Biden and the ICC: ‘A New Level of Farce’


Patrick Lawrence: Biden and the ICC: ‘A New Level of Farce’

International Criminal Court building (2016) in The Hague. OSeveno, CC BY-SA 4.0, via Wikimedia Commons

By Patrick Lawrence / Original to ScheerPost

There are many things to say about the International Criminal Court’s decision to issue an arrest warrant for Vladimir Putin on charges that the Russian president directed the abduction and deportation of thousands of  children from eastern Ukraine in the early months of the intervention that began a year ago. Let us settle on three of these things. 

Straight off the top, the ICC’s action announced on March 17 is ridiculous in any number of ways. Its  legality is questionable at the very least. Its premise appears to bear no relationship with reality; it will have no appreciable effect. It is a political gesture dressed up as law and, as a political gesture dressed up as law, it is sheer propaganda, nothing more. 

If an institution such as the ICC behaves ridiculously in these ways, it is not doing its credibility a great deal of good. To ask what use the ICC serves, despite its elevated purpose when it was founded 25 years ago, seems to be a good question.  

There is a history behind this kind of conduct. This is the second thing to say about what the ICC has just done. If we study this history even briefly, we are likely to be upset, because this history indicates that the many international institutions to which humanity has looked as a source of impartial order for the past 70–odd years do not work as intended.
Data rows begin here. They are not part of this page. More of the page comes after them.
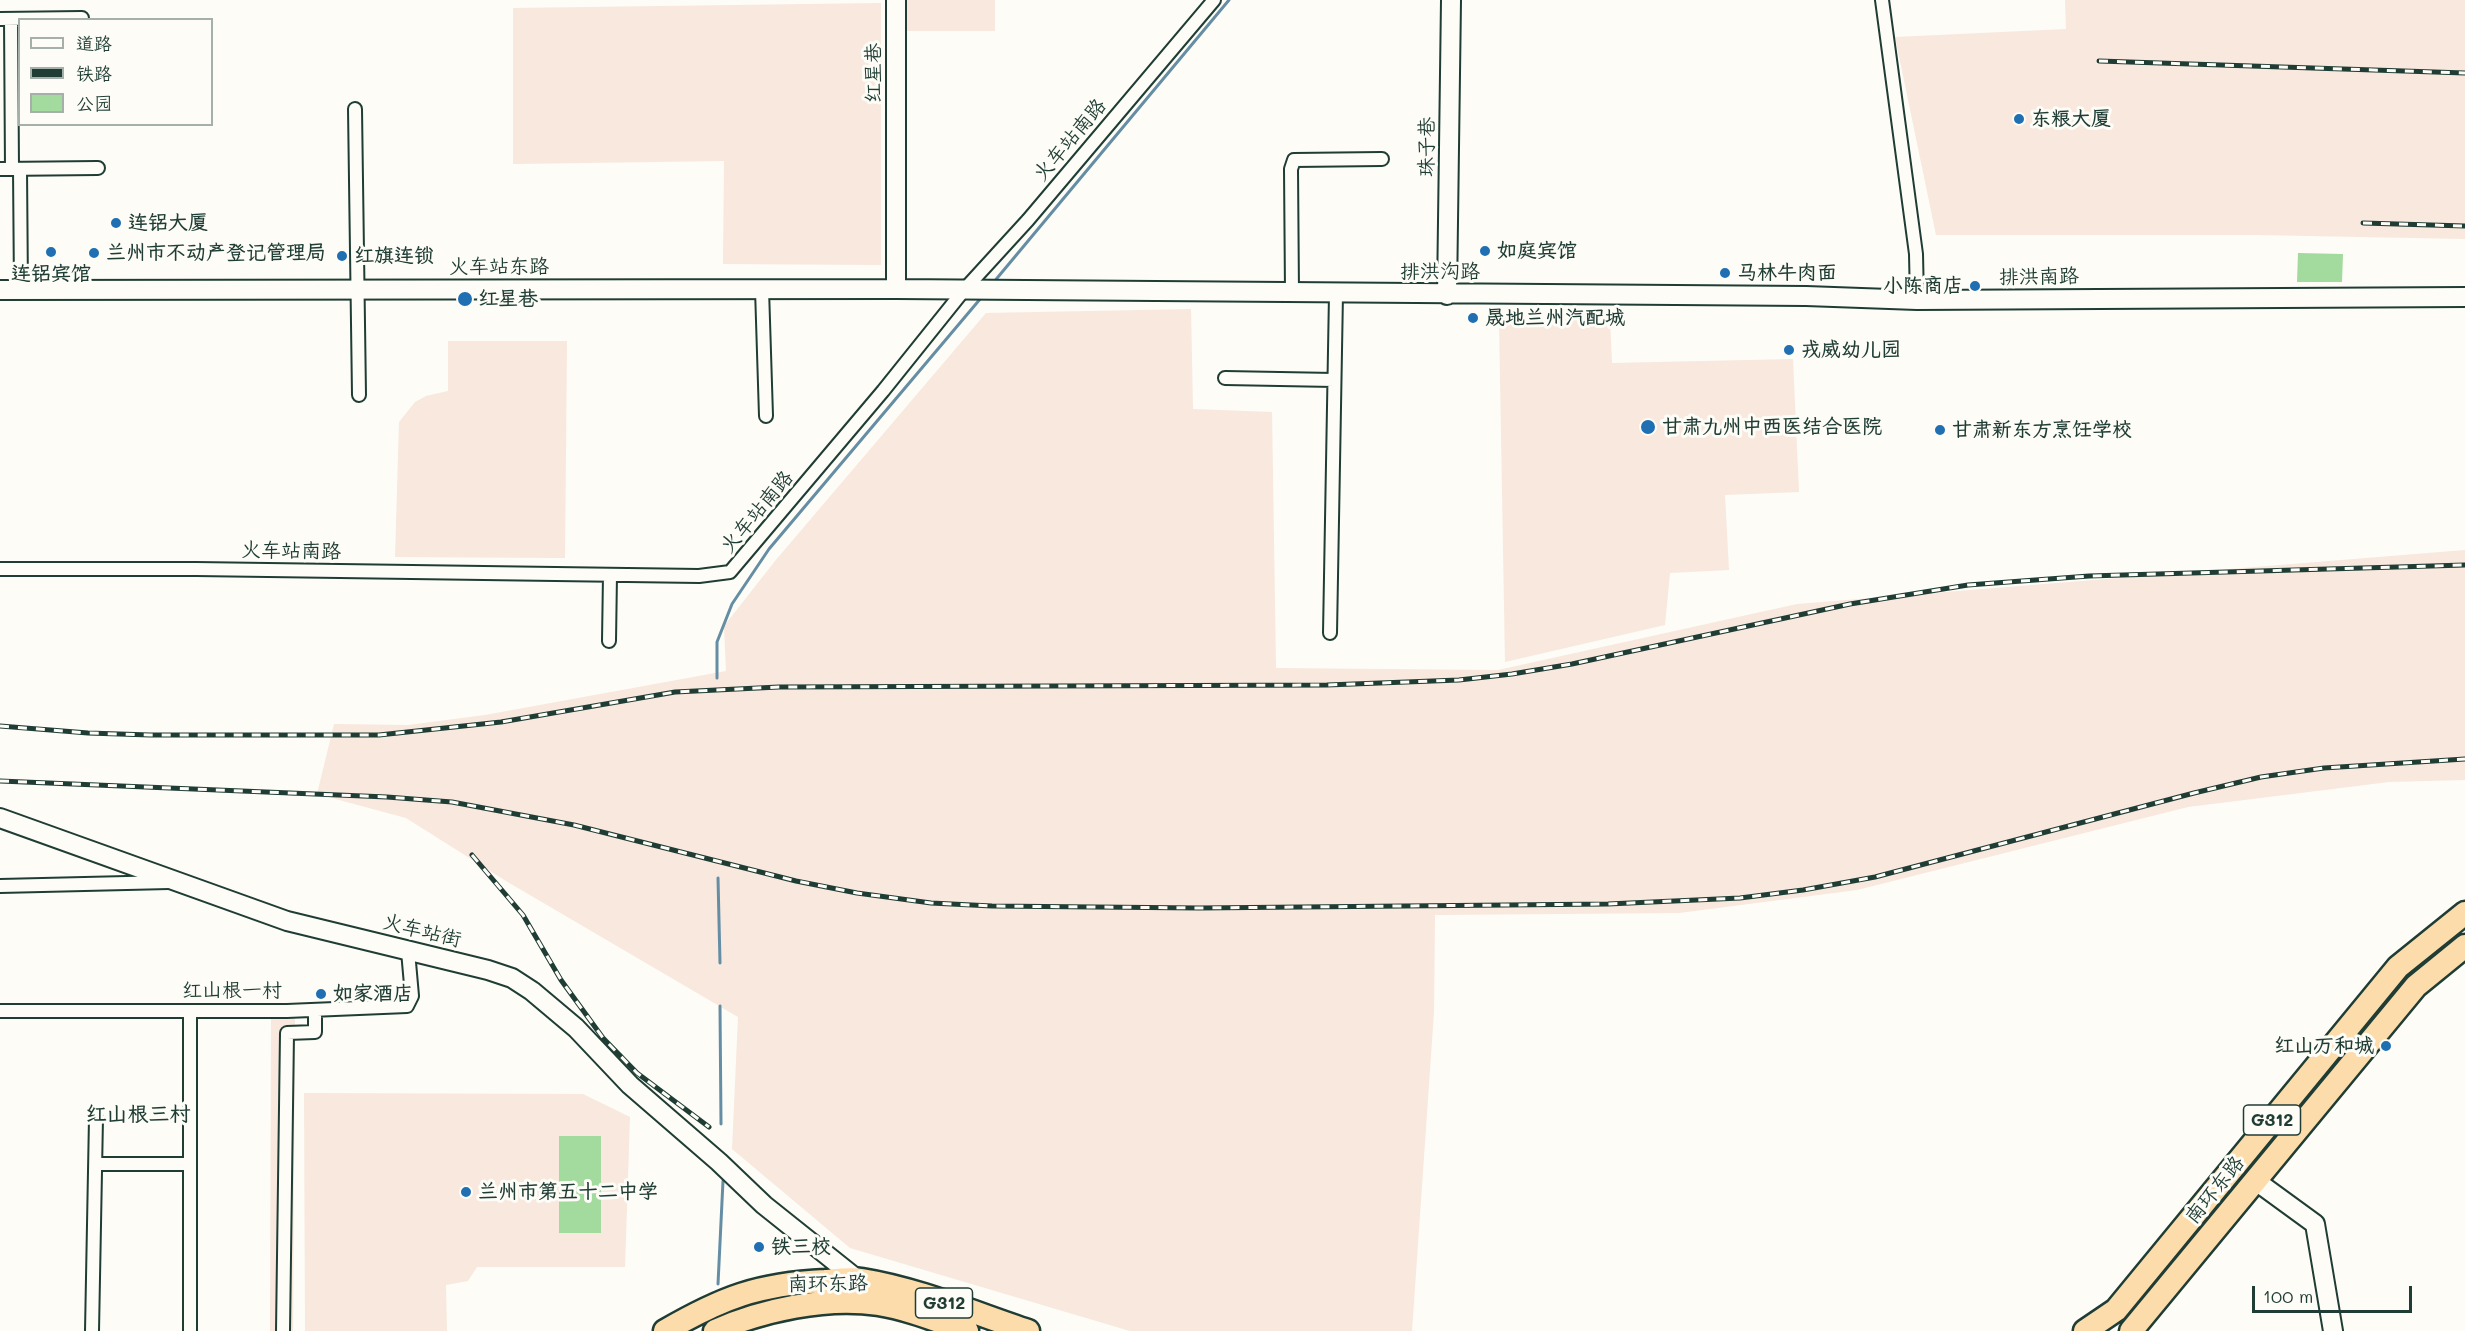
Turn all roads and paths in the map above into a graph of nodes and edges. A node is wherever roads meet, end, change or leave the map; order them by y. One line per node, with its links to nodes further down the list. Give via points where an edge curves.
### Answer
1 (896, 0): 11 (main road, 红星巷)
2 (1214, 0): 14 (street, 火车站南路)
3 (1451, 0): 19 (main road, 珠子巷)
4 (1882, 0): 21 (street, via 1916,254)
5 (5, 19): 9 (street)
6 (355, 109): 13 (street)
7 (1382, 159): 17 (street, via 1294,160)
8 (98, 168): 9 (street)
9 (11, 169): 12 (street)
10 (762, 289): 11 (main road, 火车站东路); 13 (main road, 火车站东路); 25 (street)
11 (896, 289): 14 (main road, 火车站东路)
12 (21, 290): 13 (main road, 火车站东路); 16 (main road, 火车站东路)
13 (358, 290): 24 (street)
14 (968, 290): 15 (main road, 火车站东路); 27 (street, 火车站南路, via 730,572 719,576)
15 (998, 290): 17 (main road, 排洪沟路)
16 (0, 291)
17 (1292, 293): 18 (main road, 排洪沟路)
18 (1336, 294): 19 (main road, 排洪沟路); 23 (street)
19 (1447, 295): 21 (main road, 排洪沟路)
20 (2465, 297): 21 (main road, 排洪南路)
21 (1917, 300)
22 (1225, 378): 23 (street)
23 (1334, 380): 28 (street)
24 (359, 395)
25 (766, 416)
26 (0, 569): 27 (street, 火车站南路)
27 (609, 575): 29 (street)
28 (1330, 633)
29 (609, 641)
30 (0, 818): 31 (main road, 火车站街)
31 (180, 882): 32 (street); 35 (main road, 火车站街, via 287,921)
32 (0, 886)
33 (2465, 914): 52 (highway, 南环东路 / G312, via 2398,967 2116,1310)
34 (2465, 946): 42 (highway, 南环东路 / G312, via 2416,986)
35 (408, 951): 36 (street, 红山根一村, via 412,996 407,1006); 43 (main road, 火车站街, via 488,970 532,990 576,1028 630,1085 764,1205)
36 (315, 1010): 38 (street, 红山根一村); 47 (street, via 315,1032 287,1033)
37 (0, 1011): 38 (street, 红山根一村)
38 (190, 1011): 41 (street)
39 (96, 1118): 40 (street)
40 (96, 1164): 41 (street); 45 (street)
41 (189, 1164): 46 (street)
42 (2256, 1181): 53 (highway, 南环东路 / G312); 54 (main road, via 2315,1224)
43 (859, 1279): 44 (main road, 火车站街); 48 (highway, 南环东路 / G312, via 749,1291 705,1308); 51 (highway, 南环东路 / G312)
44 (877, 1304): 49 (highway, 南环东路 / G312, via 845,1302 780,1310 751,1316); 50 (highway, 南环东路 / G312)
45 (92, 1331)
46 (190, 1331)
47 (283, 1331)
48 (665, 1331)
49 (716, 1331)
50 (967, 1331)
51 (1028, 1331)
52 (2085, 1331)
53 (2131, 1331)
54 (2333, 1331)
And they were fated not to work as intended so long as the United States insists, as it has since the 1945 victories, on global dominance. This is a case of either/or: We can have a stable world order on the basis of the U.N. Charter or other such instruments of international law, or we can have the American imperium, but we cannot have both. 

This leads us to the third thing to say about the ICC’s decision to issue a warrant for a head of state’s arrest. And the third thing to say is the one that seems to me to require our attention most urgently if we are to understand the world in which we live. 

We must think hard now about what the political philosophers call the state of exception. This notion has a history, too, and it is a very grim one. The state of exception describes powers that make law and at the same time proclaim themselves above the law. The history of this concept runs from the Romans through the European monarchies on up to the Nazi regime. 

In this last case, the Third Reich operated under a continual state of exception as  against a temporary state of exception deriving from an unforeseen emergency. And to proceed to our point, the U.S. has claimed for itself a similarly continual state of exception since the early Cold War years. Its relations with the ICC are a clear manifestation of this reality. 

There was talk among the Western powers for most of last year, readers may recall, of the U.N. forming a special court to try Putin and other Russian officials on charges of war crimes allegedly committed in the course of the Ukraine conflict. But Washington and its allies overestimated international sentiment: They could get no appreciable support among member states for any such project. They similarly failed when, as an alternative, they tried to get the U.N. General Assembly to authorize the ICC, a U.N. body, to investigate the numerous allegations of war crimes leveled since the start of hostilities in February 2022. 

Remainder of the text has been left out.